C’est un concept central dans les méthodes d’entraînement des coureurs d’élite : la majorité du volume est faite à basse intensité (jusqu’à 80-85 % du temps !).

Pourquoi ? Parce que cela permet de maximiser le volume hebdomadaire sans casser l’organisme, tout en préparant les systèmes énergétiques à encaisser des séances intenses.

🔁 La polarisation de l’entraînement est aujourd’hui l’un des modèles les plus efficaces scientifiquement validés.

🏃 Exemple concret d’un coureur qui progresse

Prenons un coureur amateur qui plafonne à 45 minutes sur 10 km, malgré 3 séances par semaine (2 séances intenses + 1 footing rapide).

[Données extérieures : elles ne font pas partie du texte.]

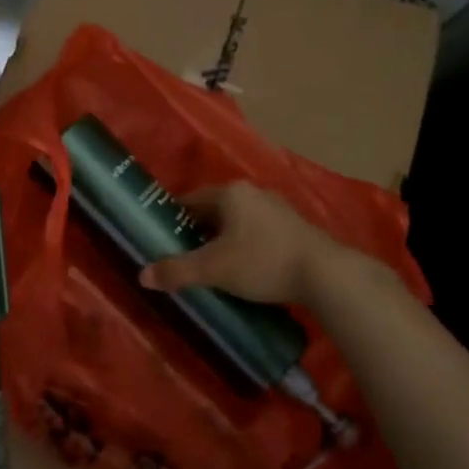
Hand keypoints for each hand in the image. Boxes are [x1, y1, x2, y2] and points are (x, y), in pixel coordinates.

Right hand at [138, 181, 347, 304]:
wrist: (326, 275)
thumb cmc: (263, 262)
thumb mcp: (213, 269)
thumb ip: (177, 271)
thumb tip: (142, 276)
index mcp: (230, 193)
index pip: (190, 200)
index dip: (173, 219)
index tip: (161, 238)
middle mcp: (253, 193)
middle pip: (214, 211)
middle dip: (197, 232)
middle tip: (181, 256)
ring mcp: (277, 209)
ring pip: (237, 222)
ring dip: (222, 240)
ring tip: (209, 266)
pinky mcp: (294, 228)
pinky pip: (257, 232)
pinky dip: (244, 246)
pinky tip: (242, 268)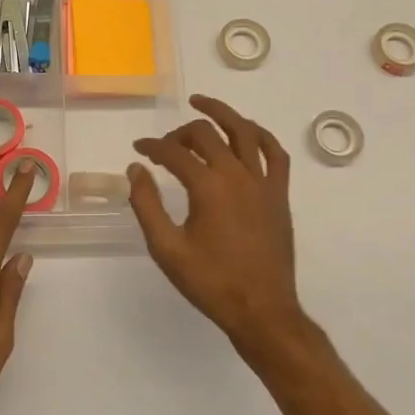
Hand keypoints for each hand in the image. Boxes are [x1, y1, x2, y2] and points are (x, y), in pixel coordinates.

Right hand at [128, 94, 304, 353]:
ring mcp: (264, 182)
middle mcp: (238, 175)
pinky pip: (275, 153)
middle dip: (180, 133)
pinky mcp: (280, 194)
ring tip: (201, 103)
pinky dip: (259, 135)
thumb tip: (135, 169)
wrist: (261, 310)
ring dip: (221, 113)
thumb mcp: (167, 249)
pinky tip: (247, 131)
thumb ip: (147, 205)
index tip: (138, 150)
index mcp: (208, 187)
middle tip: (165, 145)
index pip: (174, 152)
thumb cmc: (211, 282)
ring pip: (244, 131)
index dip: (152, 147)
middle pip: (206, 134)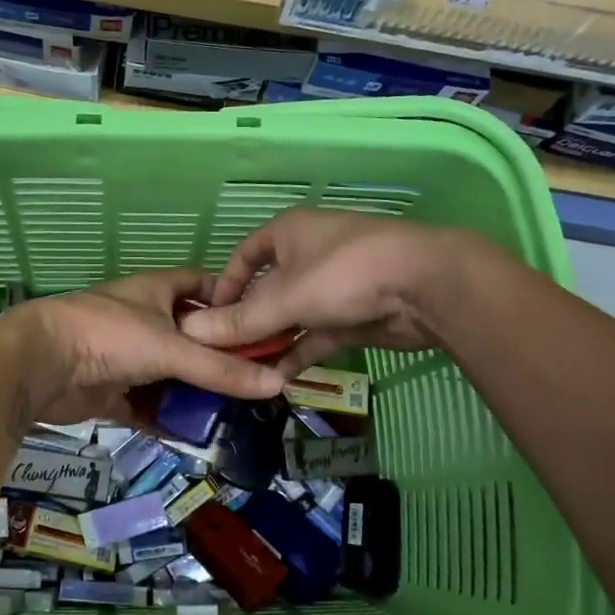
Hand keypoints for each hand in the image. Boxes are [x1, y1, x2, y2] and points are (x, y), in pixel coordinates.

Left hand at [0, 270, 286, 427]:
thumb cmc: (109, 336)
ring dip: (192, 393)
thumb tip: (278, 383)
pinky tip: (193, 436)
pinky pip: (146, 405)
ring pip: (168, 374)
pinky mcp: (110, 390)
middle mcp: (143, 319)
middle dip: (216, 358)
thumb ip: (221, 369)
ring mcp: (125, 356)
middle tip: (254, 381)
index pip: (202, 285)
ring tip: (233, 413)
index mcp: (157, 290)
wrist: (40, 363)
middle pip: (189, 337)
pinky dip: (165, 418)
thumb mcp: (172, 348)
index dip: (230, 300)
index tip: (261, 325)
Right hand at [179, 209, 472, 376]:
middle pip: (265, 291)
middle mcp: (307, 255)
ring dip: (270, 343)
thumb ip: (239, 321)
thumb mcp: (285, 298)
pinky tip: (276, 380)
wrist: (424, 286)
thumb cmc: (344, 274)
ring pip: (290, 317)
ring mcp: (332, 287)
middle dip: (245, 323)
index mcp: (287, 234)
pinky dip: (297, 354)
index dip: (223, 286)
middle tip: (222, 355)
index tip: (207, 318)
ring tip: (244, 374)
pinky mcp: (351, 315)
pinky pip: (314, 335)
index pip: (244, 256)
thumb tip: (189, 335)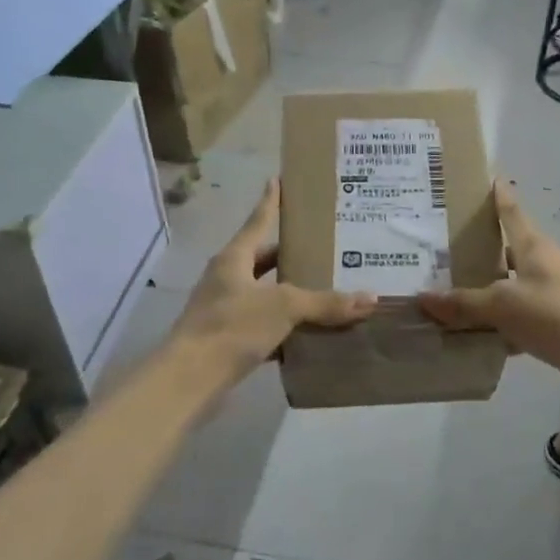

En intégrant 2 séances lentes en Z2 par semaine et en conservant une seule séance de qualité, il pourrait :

  • Augmenter son volume sans épuisement

  • Mieux récupérer entre les séances dures

  • Améliorer son rendement en course

👉 Résultat courant après 8 à 12 semaines : moins de fatigue, plus de fluidité, chrono en baisse. Il reconnaitra sans doute en lisant cette article 😉



✅ Conclusion


Courir lentement n’est pas une perte de temps, c’est une stratégie. C’est en construisant ta capacité aérobie que tu poseras les bases d’un coureur plus rapide, plus endurant, plus résilient.